I don't know, but I just found this
(http://www.mozilla.org/xpfe/xptoolkit/introduction.html)
for the group's consideration:

============================================================
The XPToolkit is a collection of loosely related facilities, from
which application writers can pick and choose, which provide a
platform independent API to some commonly exploited platform-specific
machinery, e.g., bringing up a dialog. Not all platform independent
facilities fall under the XPToolkit. JavaScript, for example, is a
distinct service. Not all the platform specific implementation details
can be forced into the XPToolkit. Applications will still contain
platform specific code, though they can minimize the amount by
exploiting the XPToolkit. 

 The primary facility we will provide is that of instantiating
 windows, dialogs, and other hunks of user interface machinery from an
 XML description. The description will, hopefully, offer equivalent
 and broader power over the UI than currently supplied by HTML.
 Allowing UIs to be constructed entirely from XML and JavaScript
 significantly lowers the bar for UI builders. An application built on
 this service has the choice to expose it to end-users. This opens up
 many possibilities including, e.g., `downloadable chrome', personal
 customization, etc. 

 Making UIs as easy to construct as web pages will open up UI
 evolution to the same massively parallel development that has so
 richly benefitted open source code. 

 A client that doesn't overlap the services provided by the toolkit
 will have a (hopefully, itself portable) kernel of code that does all
 the non-UI things the app does (like speak http, or implement a
 database). Along side it, or wrapped around it will be a scriptable
 interface, e.g., as defined with the XPIDL and XPCOM. The script
 support provided by this interface will be sufficient to query and
 set any parameter, or issue any command, that the UI traditionally
 would have viewed, changed, or issued. 

 Somewhere accessible, stored in an application specific form, are
 hunks of UI description---streams of XML---corresponding to hunks of
 UI machinery. The app might store these descriptions as individual
 files; as resources; as database entries; or even remotely to be
 accessed through URLs. Whenever some piece of UI machinery must be
 instantiated, the app serves up a stream of XML to the toolkits UI
 poser; and the UI machinery comes into being. 

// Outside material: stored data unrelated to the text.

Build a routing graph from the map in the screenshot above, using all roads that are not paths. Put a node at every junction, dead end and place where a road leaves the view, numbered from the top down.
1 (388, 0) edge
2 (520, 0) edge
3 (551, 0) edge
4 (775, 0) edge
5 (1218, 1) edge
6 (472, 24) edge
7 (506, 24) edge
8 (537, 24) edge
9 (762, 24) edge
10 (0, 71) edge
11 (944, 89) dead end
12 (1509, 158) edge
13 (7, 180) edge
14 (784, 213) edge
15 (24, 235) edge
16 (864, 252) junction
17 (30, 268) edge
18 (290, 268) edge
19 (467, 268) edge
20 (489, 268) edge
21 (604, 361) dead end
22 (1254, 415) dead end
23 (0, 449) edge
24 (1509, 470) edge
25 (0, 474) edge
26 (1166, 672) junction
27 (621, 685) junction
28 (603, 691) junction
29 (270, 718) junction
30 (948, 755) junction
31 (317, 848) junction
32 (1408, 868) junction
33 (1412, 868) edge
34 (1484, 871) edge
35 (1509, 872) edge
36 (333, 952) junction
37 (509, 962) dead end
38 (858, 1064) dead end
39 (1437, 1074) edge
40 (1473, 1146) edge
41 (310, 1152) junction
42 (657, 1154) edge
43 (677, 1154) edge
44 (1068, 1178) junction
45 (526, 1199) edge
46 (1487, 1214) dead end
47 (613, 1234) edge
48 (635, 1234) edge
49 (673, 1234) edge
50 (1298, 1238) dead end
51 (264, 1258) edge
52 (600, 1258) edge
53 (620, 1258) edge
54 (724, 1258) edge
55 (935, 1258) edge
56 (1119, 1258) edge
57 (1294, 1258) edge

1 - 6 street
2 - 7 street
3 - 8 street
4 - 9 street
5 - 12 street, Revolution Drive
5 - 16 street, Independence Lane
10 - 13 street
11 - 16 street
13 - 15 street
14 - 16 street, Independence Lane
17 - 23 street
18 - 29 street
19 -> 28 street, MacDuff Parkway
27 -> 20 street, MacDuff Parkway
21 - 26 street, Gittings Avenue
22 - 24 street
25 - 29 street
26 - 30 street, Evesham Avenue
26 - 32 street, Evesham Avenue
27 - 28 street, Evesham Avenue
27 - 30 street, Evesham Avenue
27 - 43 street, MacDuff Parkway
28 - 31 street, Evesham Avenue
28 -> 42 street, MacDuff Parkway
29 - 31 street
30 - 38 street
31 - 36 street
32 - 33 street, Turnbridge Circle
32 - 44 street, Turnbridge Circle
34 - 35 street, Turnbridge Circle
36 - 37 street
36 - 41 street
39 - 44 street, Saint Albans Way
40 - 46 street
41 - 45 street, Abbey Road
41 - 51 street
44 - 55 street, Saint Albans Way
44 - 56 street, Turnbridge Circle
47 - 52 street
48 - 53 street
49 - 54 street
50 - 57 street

 This separation is, of course, older than the hills. It is the
 Model-View-Controller paradigm touted since Smalltalk days, and in
 many application frameworks since. Because the app kernel has no
 knowledge of any particular dialog, window, or menu, it is totally
 uneffected when the UI designer moves facilities from one dialog to
 another, or changes their form completely. 

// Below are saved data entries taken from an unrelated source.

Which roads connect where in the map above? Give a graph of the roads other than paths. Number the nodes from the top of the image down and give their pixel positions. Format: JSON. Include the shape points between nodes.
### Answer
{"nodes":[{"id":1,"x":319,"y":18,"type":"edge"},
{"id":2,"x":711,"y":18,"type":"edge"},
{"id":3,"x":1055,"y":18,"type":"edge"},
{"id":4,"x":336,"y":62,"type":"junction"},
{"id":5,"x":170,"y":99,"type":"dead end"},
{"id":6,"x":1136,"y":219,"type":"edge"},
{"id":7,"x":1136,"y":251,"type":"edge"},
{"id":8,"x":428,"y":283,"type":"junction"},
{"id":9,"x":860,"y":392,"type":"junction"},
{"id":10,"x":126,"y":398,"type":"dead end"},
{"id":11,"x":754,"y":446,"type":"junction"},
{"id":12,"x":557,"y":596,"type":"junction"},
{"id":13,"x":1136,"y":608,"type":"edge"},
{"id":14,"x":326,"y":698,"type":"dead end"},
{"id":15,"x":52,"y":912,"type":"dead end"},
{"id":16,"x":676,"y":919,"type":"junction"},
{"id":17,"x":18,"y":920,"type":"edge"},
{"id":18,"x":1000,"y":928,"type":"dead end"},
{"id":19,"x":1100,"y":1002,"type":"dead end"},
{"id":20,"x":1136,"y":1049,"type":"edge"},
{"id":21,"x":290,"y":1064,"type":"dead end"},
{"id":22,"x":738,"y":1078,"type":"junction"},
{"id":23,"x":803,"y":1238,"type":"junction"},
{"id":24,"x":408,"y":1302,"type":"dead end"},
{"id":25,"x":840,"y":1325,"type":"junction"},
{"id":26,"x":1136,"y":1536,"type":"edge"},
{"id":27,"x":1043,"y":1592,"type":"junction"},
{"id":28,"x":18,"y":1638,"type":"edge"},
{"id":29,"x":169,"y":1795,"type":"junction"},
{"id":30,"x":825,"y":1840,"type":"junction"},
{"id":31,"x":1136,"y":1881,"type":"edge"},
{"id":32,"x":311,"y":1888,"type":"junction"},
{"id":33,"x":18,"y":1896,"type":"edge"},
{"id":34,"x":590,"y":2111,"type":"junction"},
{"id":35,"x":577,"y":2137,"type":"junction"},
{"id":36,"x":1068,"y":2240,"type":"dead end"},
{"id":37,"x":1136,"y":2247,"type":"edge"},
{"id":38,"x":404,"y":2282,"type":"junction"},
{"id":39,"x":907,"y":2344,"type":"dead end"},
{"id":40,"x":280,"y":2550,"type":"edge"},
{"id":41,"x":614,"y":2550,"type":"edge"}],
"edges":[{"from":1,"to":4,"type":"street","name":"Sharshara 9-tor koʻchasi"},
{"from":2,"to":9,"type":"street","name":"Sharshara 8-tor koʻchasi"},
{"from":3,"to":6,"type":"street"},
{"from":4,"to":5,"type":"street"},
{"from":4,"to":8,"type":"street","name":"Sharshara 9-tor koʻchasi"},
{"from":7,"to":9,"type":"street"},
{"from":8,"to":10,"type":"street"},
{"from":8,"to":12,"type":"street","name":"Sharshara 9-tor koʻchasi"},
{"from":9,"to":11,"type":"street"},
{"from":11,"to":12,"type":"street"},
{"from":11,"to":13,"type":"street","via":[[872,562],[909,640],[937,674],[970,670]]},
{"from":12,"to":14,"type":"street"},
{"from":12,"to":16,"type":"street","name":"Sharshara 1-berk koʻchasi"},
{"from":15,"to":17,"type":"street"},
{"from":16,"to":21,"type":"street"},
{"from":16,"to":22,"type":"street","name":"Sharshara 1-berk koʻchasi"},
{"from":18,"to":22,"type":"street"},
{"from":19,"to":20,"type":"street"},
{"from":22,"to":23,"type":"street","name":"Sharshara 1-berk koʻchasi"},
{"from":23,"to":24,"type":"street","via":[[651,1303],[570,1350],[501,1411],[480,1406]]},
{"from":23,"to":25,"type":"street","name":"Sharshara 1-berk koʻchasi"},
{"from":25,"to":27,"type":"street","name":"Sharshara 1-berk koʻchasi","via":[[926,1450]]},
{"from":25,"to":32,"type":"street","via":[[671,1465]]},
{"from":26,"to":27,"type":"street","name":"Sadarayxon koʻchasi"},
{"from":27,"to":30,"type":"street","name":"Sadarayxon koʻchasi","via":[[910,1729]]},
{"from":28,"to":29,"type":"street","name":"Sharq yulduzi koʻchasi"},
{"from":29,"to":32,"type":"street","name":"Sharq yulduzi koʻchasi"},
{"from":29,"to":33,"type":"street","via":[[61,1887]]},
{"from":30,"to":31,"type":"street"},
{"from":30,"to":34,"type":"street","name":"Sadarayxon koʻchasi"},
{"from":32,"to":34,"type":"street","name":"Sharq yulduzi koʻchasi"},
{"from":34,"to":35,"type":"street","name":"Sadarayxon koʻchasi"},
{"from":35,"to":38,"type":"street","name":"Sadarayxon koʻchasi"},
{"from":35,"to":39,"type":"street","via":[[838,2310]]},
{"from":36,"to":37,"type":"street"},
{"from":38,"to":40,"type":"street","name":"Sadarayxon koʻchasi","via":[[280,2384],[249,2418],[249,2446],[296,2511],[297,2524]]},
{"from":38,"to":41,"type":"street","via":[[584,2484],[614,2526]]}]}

 This facility alone, helps us build applications faster because our
 UI builders don't have to wait for our application engineers. We can
 do even more, however, if we don't `harden' the interface into the
 built application. The application can expose its interface
 descriptions to end-users at any level from selecting pre-built
 alternative `themes', installing entirely new facilities (e.g., from
 Netcenter), downloadable chrome, locally customizable chrome, right
 down to giving the user ultimate power over every pixel of the UI.
 What level to expose is entirely up the application. 
============================================================

Conrad Schneiker
(This note is unofficial and subject to improvement without notice.)